The study introduces a software‑synchronized all‑optical sampling system that generates synchronous eye diagrams, measures accurate Q values without clock recovery, supports up to 160 Gb/s at 100 MHz sampling, and provides a theory for Q estimation versus gate width. The system employs a software‑synchronization algorithm that determines the offset between data and sampling rates, automatically identifies pattern lengths, applies noise averaging, and uses a 100‑MHz sampling rate to enable accurate Q measurement and synchronous eye diagram generation, with a theoretical model linking Q to sampling gate width. The algorithm proved robust to poor signal quality, adding under 100‑fs timing drift, enabling pulse‑level investigation of detrimental effects, while the system’s high bandwidth sampled more noise, yielding lower Q values than conventional electrical sampling.

Abstract

This paper describes a software-synchronized all-optical sampling system that presents synchronous eye diagrams and data patterns as well as calculates accurate Q values without requiring clock recovery.

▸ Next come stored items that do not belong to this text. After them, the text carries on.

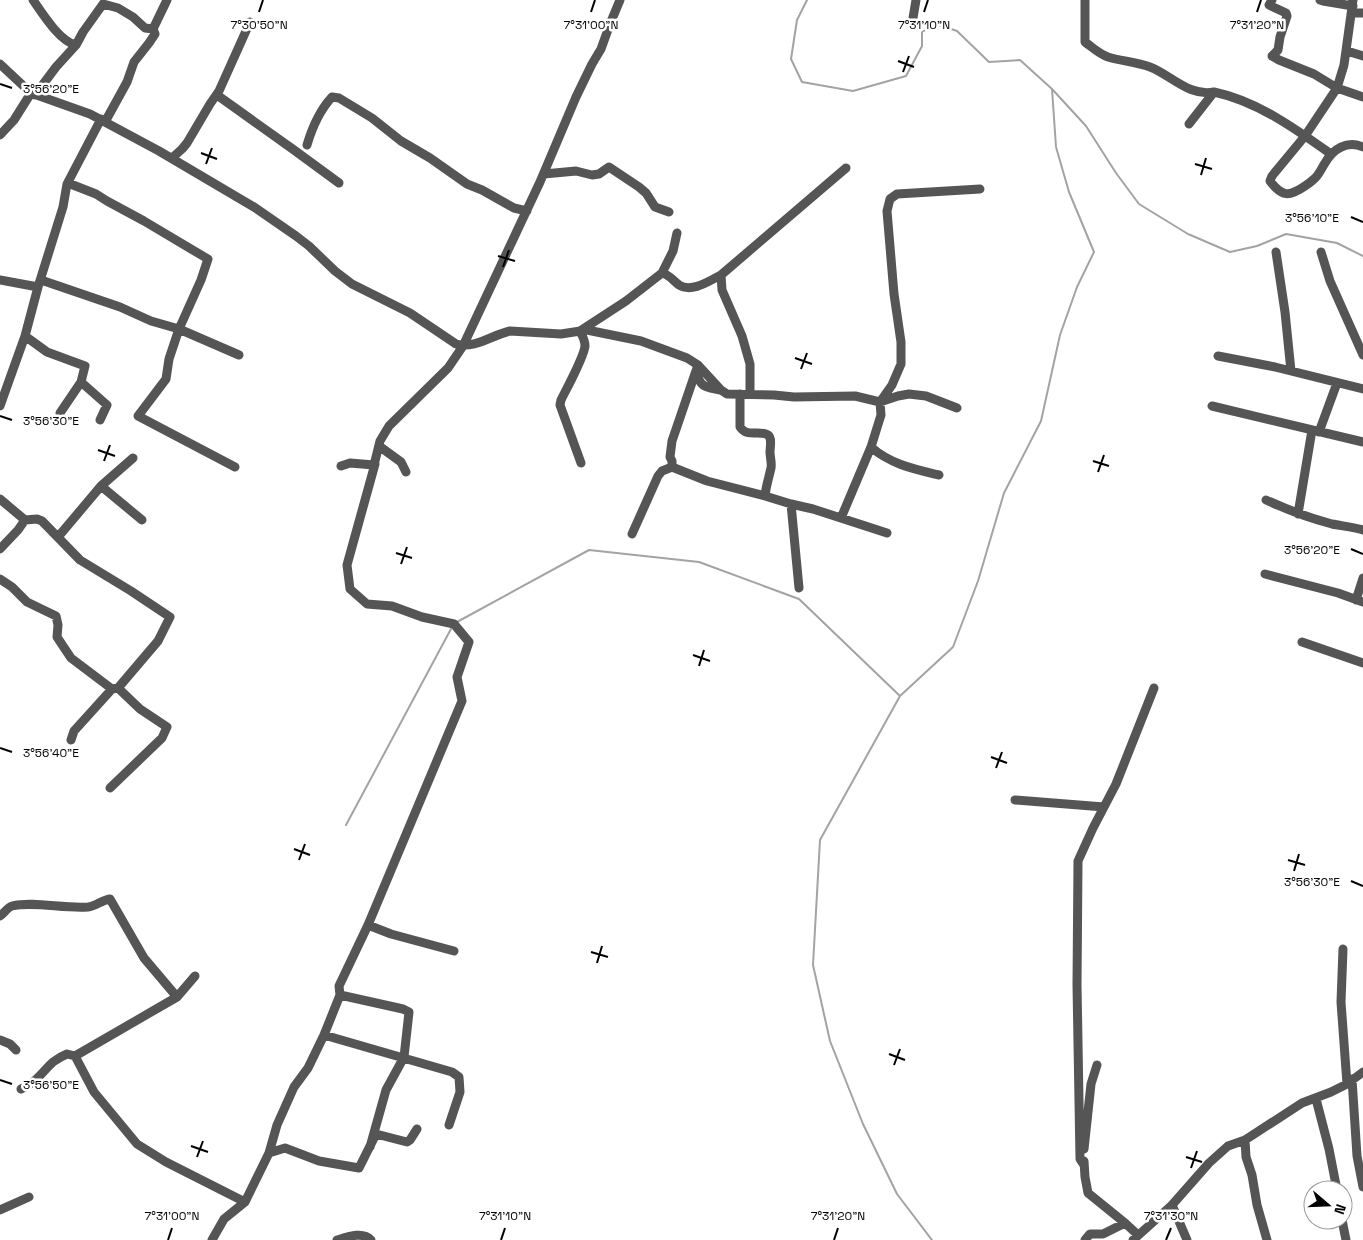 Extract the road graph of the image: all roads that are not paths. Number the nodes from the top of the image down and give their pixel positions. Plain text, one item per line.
1 (33, 0) edge
2 (168, 0) edge
3 (620, 0) edge
4 (916, 0) edge
5 (1085, 0) edge
6 (1272, 0) edge
7 (1320, 0) edge
8 (104, 2) edge
9 (1353, 6) edge
10 (1363, 13) edge
11 (913, 18) dead end
12 (250, 22) dead end
13 (153, 29) junction
14 (76, 45) junction
15 (1346, 51) junction
16 (1363, 56) edge
17 (0, 64) edge
18 (1337, 88) junction
19 (1214, 92) junction
20 (33, 94) junction
21 (216, 96) junction
22 (1363, 97) edge
23 (103, 121) junction
24 (1189, 124) dead end
25 (0, 134) edge
26 (1305, 136) junction
27 (307, 145) dead end
28 (1363, 147) edge
29 (1331, 154) junction
30 (172, 158) junction
31 (846, 168) dead end
32 (544, 174) junction
33 (68, 183) junction
34 (339, 183) dead end
35 (980, 189) dead end
36 (526, 211) junction
37 (669, 212) dead end
38 (677, 233) dead end
39 (1276, 252) dead end
40 (1321, 252) dead end
41 (662, 273) junction
42 (721, 275) junction
43 (0, 280) edge
44 (40, 284) junction
45 (179, 329) junction
46 (580, 331) junction
47 (25, 336) junction
48 (463, 346) junction
49 (1363, 354) edge
50 (239, 355) dead end
51 (1218, 356) dead end
52 (697, 368) junction
53 (1291, 371) junction
54 (81, 382) junction
55 (1337, 383) junction
56 (1363, 389) edge
57 (740, 394) junction
58 (750, 394) junction
59 (880, 402) junction
60 (0, 406) edge
61 (1212, 406) dead end
62 (957, 408) dead end
63 (60, 413) dead end
64 (100, 420) dead end
65 (1316, 431) junction
66 (1363, 442) edge
67 (379, 446) junction
68 (871, 447) junction
69 (133, 458) dead end
70 (581, 463) dead end
71 (374, 464) junction
72 (341, 466) dead end
73 (235, 467) dead end
74 (672, 467) junction
75 (406, 472) dead end
76 (939, 475) dead end
77 (101, 486) junction
78 (764, 496) junction
79 (0, 499) edge
80 (1266, 500) dead end
81 (790, 504) junction
82 (1298, 514) junction
83 (841, 518) junction
84 (25, 520) junction
85 (142, 520) dead end
86 (1363, 530) edge
87 (887, 533) dead end
88 (632, 534) dead end
89 (58, 537) junction
90 (0, 549) edge
91 (1265, 574) dead end
92 (1363, 578) edge
93 (0, 580) edge
94 (799, 588) dead end
95 (1360, 601) edge
96 (1302, 642) dead end
97 (1363, 663) edge
98 (115, 688) junction
99 (1154, 688) dead end
100 (70, 740) dead end
101 (110, 788) dead end
102 (1015, 800) dead end
103 (1104, 807) junction
104 (0, 916) edge
105 (368, 925) junction
106 (1342, 949) dead end
107 (454, 951) dead end
108 (195, 976) dead end
109 (340, 995) junction
110 (177, 997) junction
111 (324, 1035) junction
112 (0, 1040) edge
113 (16, 1050) dead end
114 (75, 1056) junction
115 (404, 1057) junction
116 (1097, 1065) dead end
117 (1363, 1072) edge
118 (1350, 1081) junction
119 (21, 1088) dead end
120 (1316, 1099) junction
121 (449, 1125) dead end
122 (417, 1129) dead end
123 (1245, 1140) junction
124 (370, 1147) junction
125 (269, 1153) junction
126 (1084, 1165) junction
127 (1335, 1180) edge
128 (1363, 1187) edge
129 (29, 1197) dead end
130 (245, 1202) junction
131 (1172, 1204) junction
132 (0, 1210) edge
133 (1125, 1223) junction
134 (1136, 1238) edge
135 (212, 1240) edge
136 (337, 1240) edge
137 (371, 1240) edge
138 (1085, 1240) edge
139 (1187, 1240) edge
140 (1267, 1240) edge

1 - 14 street
2 - 13 street
3 - 32 street
4 - 11 street
5 - 19 street
6 - 18 street
7 - 9 street
8 - 13 street
8 - 14 street
9 - 10 street
9 - 15 street
12 - 21 street
13 - 23 street
14 - 20 street
15 - 16 street
15 - 18 street
17 - 20 street
18 - 22 street
18 - 26 street
19 - 24 street
19 - 26 street
20 - 23 street
20 - 25 street
21 - 30 street
21 - 34 street
23 - 30 street
23 - 33 street
26 - 29 street
26 - 29 street
27 - 36 street
28 - 29 street
30 - 48 street
31 - 42 street
32 - 36 street
32 - 37 street
33 - 44 street
33 - 45 street
35 - 59 street
36 - 48 street
38 - 41 street
39 - 53 street
40 - 49 street
41 - 42 street
41 - 46 street
42 - 58 street
43 - 44 street
44 - 45 street
44 - 47 street
45 - 50 street
45 - 73 street
46 - 48 street
46 - 52 street
46 - 70 street
47 - 54 street
47 - 60 street
48 - 67 street
51 - 53 street
52 - 57 street
52 - 74 street
53 - 55 street
54 - 63 street
54 - 64 street
55 - 56 street
55 - 65 street
57 - 58 street
57 - 78 street
58 - 59 street
59 - 62 street
59 - 68 street
61 - 65 street
65 - 66 street
65 - 82 street
67 - 71 street
67 - 75 street
68 - 76 street
68 - 83 street
69 - 77 street
71 - 72 street
71 - 105 street
74 - 78 street
74 - 88 street
77 - 85 street
77 - 89 street
78 - 81 street
79 - 84 street
80 - 82 street
81 - 83 street
81 - 94 street
82 - 86 street
83 - 87 street
84 - 89 street
84 - 90 street
89 - 98 street
91 - 95 street
92 - 95 street
93 - 98 street
96 - 97 street
98 - 100 street
98 - 101 street
99 - 103 street
102 - 103 street
103 - 126 street
104 - 110 street
105 - 107 street
105 - 109 street
106 - 118 street
108 - 110 street
109 - 111 street
109 - 115 street
110 - 114 street
111 - 115 street
111 - 125 street
112 - 113 street
114 - 119 street
114 - 130 street
115 - 121 street
115 - 124 street
116 - 126 street
117 - 118 street
118 - 120 street
118 - 128 street
120 - 123 street
120 - 127 street
122 - 124 street
123 - 131 street
123 - 140 street
124 - 125 street
125 - 130 street
126 - 133 street
129 - 132 street
130 - 135 street
131 - 134 street
131 - 139 street
133 - 134 street
133 - 138 street
136 - 137 street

A synchronization algorithm is presented that calculates the offset frequency between the data bit rate and the sampling rate, and as a result, synchronous eye diagrams can be presented. The algorithm is shown to be robust toward poor signal quality and adds less than 100-fs timing drift to the eye diagrams. An extension of the software synchronization algorithm makes it possible to automatically find the pattern length of a periodic data pattern in a data signal. As a result, individual pulses can be investigated and detrimental effects present on the data signal can be identified. Noise averaging can also be applied. To measure accurate Q values without clock recovery, a high sampling rate is required in order to establish the noise statistics of the measured signal before any timing drift occurs. This paper presents a system with a 100-MHz sampling rate that measures accurate Q values at bit rates as high as 160 Gb/s. The high bandwidth of the optical sampling system also contributes to sampling more noise, which in turn results in lower Q values compared with conventional electrical sampling with a lower bandwidth. A theory that estimates the optically sampled Q values as a function of the sampling gate width is proposed and experimentally verified.